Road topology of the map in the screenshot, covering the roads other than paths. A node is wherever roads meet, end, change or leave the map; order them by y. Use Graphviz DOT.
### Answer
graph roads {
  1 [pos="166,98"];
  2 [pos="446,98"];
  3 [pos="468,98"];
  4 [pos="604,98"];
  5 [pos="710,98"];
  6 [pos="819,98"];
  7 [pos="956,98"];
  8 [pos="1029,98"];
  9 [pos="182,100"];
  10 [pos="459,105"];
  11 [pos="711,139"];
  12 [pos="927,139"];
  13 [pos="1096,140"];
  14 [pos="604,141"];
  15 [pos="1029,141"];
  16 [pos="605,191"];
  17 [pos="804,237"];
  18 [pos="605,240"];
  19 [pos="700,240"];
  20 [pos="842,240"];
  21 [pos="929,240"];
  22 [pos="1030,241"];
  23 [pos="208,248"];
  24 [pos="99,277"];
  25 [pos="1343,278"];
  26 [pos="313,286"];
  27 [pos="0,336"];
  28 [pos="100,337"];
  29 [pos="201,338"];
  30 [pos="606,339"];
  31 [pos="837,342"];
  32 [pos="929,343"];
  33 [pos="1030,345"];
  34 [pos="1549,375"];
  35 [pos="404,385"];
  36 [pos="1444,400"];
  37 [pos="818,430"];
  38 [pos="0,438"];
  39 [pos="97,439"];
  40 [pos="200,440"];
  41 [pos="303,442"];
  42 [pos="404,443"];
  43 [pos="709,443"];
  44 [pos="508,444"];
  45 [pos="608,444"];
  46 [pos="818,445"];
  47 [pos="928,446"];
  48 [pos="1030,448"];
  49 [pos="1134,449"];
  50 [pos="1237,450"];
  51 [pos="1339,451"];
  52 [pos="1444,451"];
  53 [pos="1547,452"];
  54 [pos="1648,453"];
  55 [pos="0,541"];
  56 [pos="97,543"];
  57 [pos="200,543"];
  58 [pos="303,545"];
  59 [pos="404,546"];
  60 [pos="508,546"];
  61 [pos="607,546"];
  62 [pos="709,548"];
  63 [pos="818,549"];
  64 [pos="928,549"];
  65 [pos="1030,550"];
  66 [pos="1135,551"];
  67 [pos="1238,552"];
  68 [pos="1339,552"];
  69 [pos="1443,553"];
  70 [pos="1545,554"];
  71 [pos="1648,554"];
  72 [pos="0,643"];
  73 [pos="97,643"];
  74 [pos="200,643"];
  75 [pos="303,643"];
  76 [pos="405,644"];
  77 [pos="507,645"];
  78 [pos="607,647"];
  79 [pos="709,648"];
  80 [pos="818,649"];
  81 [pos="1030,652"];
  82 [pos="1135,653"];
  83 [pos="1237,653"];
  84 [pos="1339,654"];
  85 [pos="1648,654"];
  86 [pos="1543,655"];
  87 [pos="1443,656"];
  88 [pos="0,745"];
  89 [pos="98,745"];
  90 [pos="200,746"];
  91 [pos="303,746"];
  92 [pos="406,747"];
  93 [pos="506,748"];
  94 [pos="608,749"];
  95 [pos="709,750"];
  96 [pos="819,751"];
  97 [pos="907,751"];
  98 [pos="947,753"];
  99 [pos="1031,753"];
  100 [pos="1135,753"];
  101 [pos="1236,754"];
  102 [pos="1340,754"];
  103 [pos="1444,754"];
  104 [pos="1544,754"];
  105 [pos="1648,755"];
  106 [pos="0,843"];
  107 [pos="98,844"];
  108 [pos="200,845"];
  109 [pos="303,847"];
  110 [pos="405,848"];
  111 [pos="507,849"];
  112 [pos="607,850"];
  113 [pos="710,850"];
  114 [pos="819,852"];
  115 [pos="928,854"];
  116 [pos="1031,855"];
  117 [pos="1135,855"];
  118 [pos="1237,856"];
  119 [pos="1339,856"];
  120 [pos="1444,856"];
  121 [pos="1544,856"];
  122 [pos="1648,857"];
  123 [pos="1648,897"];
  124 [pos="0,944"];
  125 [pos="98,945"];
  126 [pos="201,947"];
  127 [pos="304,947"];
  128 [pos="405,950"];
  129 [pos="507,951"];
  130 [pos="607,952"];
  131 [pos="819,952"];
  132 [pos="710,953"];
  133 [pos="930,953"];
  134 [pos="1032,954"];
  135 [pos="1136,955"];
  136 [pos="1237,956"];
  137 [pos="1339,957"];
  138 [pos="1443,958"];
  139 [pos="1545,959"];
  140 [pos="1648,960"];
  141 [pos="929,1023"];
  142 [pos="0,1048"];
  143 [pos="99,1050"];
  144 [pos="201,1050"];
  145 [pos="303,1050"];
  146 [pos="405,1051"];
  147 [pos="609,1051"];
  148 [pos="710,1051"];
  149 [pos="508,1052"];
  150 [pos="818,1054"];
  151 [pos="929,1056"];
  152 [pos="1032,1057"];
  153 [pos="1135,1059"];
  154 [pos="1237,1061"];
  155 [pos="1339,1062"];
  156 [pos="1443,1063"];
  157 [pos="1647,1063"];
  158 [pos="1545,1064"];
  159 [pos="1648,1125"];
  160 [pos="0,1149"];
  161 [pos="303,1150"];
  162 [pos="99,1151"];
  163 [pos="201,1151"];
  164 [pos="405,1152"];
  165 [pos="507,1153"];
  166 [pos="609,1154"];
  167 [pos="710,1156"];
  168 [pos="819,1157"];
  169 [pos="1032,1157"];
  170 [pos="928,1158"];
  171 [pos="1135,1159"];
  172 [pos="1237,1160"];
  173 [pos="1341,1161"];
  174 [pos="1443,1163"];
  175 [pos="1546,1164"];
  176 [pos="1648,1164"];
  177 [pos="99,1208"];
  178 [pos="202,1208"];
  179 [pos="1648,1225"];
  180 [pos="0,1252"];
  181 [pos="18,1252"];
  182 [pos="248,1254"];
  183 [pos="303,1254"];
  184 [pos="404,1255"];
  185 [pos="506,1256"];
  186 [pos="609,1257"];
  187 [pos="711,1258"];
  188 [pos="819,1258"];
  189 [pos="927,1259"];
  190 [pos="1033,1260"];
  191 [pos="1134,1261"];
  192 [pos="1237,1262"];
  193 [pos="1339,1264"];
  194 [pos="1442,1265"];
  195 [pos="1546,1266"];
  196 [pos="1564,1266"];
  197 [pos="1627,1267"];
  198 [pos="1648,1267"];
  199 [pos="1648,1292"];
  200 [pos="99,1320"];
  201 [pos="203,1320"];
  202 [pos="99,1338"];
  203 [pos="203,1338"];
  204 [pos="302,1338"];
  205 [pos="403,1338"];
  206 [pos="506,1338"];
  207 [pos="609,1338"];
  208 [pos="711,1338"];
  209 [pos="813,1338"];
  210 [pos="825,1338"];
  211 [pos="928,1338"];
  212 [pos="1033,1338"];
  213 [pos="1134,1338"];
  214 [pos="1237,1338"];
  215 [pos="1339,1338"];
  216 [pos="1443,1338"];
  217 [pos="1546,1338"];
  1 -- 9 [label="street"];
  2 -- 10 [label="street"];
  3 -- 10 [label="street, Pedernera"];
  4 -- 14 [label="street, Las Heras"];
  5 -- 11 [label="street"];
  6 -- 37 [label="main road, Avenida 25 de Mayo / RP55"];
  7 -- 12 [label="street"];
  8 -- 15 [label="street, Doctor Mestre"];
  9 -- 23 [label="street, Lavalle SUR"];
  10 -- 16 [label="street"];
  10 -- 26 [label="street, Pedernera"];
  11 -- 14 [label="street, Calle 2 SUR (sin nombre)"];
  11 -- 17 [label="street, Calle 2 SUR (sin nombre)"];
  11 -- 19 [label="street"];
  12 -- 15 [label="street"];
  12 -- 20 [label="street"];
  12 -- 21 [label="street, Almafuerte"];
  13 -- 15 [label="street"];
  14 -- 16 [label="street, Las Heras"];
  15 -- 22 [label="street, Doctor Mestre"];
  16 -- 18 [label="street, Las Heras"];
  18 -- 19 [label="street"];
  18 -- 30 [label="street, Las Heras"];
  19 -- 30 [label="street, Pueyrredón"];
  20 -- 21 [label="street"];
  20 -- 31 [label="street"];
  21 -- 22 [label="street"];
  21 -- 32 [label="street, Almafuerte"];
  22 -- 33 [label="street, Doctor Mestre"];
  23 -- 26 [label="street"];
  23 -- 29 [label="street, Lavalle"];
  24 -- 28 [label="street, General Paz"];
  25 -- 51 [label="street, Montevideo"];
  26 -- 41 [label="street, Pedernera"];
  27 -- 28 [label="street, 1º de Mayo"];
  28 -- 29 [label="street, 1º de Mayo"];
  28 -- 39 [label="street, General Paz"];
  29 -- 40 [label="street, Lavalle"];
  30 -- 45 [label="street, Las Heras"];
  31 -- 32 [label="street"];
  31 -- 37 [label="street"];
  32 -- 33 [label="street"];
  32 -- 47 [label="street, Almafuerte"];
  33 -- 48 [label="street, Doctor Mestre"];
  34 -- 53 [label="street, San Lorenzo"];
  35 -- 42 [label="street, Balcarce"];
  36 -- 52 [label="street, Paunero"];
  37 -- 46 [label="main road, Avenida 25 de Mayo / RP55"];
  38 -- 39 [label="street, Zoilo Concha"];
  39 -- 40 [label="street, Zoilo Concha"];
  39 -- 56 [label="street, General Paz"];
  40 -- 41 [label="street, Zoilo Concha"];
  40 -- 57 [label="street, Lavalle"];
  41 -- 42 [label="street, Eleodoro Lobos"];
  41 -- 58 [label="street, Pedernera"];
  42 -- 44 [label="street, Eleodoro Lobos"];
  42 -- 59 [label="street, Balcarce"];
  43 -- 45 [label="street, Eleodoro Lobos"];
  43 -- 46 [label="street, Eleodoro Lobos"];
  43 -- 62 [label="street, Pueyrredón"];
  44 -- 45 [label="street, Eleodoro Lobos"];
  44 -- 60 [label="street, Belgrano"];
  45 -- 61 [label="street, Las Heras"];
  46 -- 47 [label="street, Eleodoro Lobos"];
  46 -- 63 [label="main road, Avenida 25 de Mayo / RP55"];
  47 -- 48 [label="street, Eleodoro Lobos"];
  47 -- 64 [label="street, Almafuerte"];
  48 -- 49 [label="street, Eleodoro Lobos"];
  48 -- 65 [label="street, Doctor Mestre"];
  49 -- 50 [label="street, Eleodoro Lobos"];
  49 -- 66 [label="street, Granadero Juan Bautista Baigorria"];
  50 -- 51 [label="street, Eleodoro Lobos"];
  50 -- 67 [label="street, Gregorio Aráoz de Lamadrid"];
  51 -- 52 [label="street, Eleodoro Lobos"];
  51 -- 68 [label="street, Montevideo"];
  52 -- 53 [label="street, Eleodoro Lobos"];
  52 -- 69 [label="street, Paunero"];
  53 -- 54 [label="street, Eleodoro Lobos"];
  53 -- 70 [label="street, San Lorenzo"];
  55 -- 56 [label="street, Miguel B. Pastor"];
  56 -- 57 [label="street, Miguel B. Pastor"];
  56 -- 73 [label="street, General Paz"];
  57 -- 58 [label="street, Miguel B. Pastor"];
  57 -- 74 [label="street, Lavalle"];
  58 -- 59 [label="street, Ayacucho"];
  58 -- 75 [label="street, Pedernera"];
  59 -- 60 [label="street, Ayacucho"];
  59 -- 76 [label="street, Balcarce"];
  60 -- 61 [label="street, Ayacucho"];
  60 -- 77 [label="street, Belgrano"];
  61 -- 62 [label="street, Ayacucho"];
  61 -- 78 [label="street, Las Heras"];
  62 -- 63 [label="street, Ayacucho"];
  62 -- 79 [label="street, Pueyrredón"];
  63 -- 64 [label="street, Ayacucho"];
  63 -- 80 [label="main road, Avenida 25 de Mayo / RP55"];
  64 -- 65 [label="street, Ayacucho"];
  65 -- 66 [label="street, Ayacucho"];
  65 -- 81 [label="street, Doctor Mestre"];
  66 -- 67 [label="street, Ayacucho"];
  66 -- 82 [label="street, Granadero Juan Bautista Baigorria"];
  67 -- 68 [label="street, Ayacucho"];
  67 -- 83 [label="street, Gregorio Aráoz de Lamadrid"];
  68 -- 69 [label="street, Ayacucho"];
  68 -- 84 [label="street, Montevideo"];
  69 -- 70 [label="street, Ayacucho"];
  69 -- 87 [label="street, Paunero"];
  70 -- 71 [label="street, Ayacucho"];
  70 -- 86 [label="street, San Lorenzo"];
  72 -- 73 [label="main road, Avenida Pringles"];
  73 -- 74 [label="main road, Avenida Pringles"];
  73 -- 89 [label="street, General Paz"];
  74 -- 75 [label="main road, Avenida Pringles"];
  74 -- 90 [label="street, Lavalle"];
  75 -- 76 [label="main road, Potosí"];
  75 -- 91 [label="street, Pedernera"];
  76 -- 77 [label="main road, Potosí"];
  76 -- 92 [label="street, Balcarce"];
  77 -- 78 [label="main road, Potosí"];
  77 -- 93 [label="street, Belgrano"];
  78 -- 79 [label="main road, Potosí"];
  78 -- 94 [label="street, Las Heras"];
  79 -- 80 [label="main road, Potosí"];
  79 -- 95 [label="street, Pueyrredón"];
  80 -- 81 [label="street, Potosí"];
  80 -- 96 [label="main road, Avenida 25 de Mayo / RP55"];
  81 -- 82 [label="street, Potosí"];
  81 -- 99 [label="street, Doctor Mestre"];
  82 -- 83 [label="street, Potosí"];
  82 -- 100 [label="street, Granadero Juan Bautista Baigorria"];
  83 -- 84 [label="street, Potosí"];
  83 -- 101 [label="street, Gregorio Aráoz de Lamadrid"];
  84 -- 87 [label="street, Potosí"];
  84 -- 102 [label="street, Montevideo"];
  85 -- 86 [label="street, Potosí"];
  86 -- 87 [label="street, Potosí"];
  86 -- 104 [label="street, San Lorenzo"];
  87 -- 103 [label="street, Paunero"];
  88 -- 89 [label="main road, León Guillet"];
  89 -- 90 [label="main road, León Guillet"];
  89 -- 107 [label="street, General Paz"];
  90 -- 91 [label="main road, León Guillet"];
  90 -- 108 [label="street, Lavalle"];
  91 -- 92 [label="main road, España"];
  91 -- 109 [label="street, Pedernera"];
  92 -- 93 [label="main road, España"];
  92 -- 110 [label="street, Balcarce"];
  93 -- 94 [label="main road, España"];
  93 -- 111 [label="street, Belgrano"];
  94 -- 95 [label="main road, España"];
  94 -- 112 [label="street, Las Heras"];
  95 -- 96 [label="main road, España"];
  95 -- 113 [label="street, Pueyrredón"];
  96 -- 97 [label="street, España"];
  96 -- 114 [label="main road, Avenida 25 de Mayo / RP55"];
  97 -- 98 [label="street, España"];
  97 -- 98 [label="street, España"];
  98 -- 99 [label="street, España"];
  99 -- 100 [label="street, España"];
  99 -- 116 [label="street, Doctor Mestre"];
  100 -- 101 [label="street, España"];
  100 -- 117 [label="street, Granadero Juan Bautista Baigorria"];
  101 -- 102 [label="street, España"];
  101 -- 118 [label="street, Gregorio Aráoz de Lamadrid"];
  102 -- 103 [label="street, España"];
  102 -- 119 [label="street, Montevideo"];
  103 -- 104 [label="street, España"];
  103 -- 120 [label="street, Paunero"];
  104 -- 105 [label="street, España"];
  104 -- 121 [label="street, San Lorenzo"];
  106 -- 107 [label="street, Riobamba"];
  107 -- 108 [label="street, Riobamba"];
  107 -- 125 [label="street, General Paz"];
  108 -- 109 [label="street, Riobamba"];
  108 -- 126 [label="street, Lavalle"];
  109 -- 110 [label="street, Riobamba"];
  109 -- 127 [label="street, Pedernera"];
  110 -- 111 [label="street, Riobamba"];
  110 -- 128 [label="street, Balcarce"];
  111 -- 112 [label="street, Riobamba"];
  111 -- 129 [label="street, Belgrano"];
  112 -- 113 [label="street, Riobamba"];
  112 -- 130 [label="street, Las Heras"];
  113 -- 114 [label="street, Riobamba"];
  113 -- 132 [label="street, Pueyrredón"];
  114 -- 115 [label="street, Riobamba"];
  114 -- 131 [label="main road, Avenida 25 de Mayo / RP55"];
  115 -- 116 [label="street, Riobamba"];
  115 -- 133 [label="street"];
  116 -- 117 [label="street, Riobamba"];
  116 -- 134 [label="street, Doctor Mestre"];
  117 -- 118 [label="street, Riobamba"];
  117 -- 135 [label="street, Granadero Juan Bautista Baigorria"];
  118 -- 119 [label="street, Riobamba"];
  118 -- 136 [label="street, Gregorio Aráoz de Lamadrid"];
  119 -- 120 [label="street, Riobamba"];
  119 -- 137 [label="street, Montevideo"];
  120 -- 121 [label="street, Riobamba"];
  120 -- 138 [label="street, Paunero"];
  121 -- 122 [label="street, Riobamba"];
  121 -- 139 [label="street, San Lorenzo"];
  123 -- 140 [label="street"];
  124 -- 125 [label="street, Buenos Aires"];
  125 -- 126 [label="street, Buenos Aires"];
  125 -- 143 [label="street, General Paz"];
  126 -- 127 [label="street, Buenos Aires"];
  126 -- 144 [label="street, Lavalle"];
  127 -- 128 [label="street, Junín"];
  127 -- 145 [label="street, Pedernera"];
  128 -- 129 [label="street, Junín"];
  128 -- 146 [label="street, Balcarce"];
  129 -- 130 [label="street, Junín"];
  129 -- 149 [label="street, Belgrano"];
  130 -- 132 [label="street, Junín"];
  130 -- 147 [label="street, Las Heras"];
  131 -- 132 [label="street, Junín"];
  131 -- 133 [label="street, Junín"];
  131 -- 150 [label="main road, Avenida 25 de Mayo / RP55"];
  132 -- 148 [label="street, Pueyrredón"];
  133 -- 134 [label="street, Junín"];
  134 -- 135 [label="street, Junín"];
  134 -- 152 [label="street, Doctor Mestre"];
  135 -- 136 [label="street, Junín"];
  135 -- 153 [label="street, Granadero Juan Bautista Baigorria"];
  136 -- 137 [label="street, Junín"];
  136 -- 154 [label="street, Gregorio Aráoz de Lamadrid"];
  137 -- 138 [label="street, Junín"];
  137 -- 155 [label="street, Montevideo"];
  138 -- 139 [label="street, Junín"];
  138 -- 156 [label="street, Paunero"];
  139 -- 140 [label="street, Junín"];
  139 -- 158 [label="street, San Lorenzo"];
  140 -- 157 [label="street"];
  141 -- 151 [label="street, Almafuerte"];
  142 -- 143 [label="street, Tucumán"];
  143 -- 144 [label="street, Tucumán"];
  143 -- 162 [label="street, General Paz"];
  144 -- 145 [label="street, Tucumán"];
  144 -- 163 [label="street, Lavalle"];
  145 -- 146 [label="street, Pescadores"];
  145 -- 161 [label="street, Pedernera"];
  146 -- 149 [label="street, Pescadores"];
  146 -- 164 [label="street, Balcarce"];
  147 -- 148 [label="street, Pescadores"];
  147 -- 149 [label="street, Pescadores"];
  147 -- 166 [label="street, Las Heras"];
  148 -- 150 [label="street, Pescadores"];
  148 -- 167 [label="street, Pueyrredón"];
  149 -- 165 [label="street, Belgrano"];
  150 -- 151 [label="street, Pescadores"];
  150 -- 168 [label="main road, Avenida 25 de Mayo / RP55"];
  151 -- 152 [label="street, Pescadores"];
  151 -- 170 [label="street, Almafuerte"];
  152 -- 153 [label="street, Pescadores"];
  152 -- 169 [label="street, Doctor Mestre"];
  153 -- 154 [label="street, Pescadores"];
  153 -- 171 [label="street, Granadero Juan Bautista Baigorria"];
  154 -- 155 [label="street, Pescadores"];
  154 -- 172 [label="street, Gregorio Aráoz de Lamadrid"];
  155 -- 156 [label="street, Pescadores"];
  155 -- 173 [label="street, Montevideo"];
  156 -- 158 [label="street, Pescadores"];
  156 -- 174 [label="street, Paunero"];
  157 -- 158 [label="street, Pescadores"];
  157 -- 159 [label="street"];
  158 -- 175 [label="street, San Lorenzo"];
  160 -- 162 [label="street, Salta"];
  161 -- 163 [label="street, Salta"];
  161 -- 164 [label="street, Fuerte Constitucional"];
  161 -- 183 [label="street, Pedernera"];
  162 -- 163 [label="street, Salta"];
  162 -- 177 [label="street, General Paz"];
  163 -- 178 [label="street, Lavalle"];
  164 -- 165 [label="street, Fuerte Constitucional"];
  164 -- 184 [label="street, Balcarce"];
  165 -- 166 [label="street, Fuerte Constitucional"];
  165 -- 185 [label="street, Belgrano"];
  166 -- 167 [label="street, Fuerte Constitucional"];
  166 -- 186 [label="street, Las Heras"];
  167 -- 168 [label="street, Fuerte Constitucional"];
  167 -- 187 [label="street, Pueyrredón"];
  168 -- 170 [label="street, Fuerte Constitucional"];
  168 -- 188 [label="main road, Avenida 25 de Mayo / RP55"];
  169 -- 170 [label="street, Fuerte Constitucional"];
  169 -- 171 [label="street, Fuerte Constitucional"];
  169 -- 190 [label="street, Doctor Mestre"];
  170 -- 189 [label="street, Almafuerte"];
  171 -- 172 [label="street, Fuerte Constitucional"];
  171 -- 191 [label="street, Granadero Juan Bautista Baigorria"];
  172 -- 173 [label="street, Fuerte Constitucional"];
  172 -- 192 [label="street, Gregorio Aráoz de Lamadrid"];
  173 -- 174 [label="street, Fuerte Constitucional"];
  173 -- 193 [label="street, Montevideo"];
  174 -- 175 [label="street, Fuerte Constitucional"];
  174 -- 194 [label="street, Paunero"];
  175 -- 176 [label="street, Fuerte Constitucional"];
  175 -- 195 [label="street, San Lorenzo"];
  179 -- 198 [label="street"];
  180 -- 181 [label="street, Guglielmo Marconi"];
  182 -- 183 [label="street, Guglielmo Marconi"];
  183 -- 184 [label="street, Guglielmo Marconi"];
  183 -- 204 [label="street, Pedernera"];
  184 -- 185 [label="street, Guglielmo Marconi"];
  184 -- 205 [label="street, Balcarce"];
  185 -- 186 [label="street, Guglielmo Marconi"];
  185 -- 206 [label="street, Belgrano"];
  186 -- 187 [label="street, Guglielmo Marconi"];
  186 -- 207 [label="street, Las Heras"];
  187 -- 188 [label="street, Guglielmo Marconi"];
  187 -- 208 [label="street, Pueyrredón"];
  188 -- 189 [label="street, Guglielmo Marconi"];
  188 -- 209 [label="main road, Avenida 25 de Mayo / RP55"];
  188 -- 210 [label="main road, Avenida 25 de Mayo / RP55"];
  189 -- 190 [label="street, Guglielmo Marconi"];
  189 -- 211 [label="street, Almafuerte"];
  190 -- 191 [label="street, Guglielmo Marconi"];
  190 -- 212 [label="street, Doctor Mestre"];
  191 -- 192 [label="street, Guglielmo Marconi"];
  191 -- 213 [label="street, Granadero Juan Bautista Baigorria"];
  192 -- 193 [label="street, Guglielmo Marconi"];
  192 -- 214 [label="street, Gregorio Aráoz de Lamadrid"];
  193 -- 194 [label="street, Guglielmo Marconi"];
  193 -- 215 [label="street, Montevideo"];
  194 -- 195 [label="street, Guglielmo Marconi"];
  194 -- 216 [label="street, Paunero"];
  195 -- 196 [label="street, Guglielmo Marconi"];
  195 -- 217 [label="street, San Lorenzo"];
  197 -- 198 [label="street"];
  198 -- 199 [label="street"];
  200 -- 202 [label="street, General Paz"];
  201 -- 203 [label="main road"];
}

::::::

THE PROBLEM
Scan the material for "Salta" and copy the lines that hold it.

EXPECTED OUTPUT
  160 -- 162 [label="street, Salta"];
  161 -- 163 [label="street, Salta"];
  162 -- 163 [label="street, Salta"];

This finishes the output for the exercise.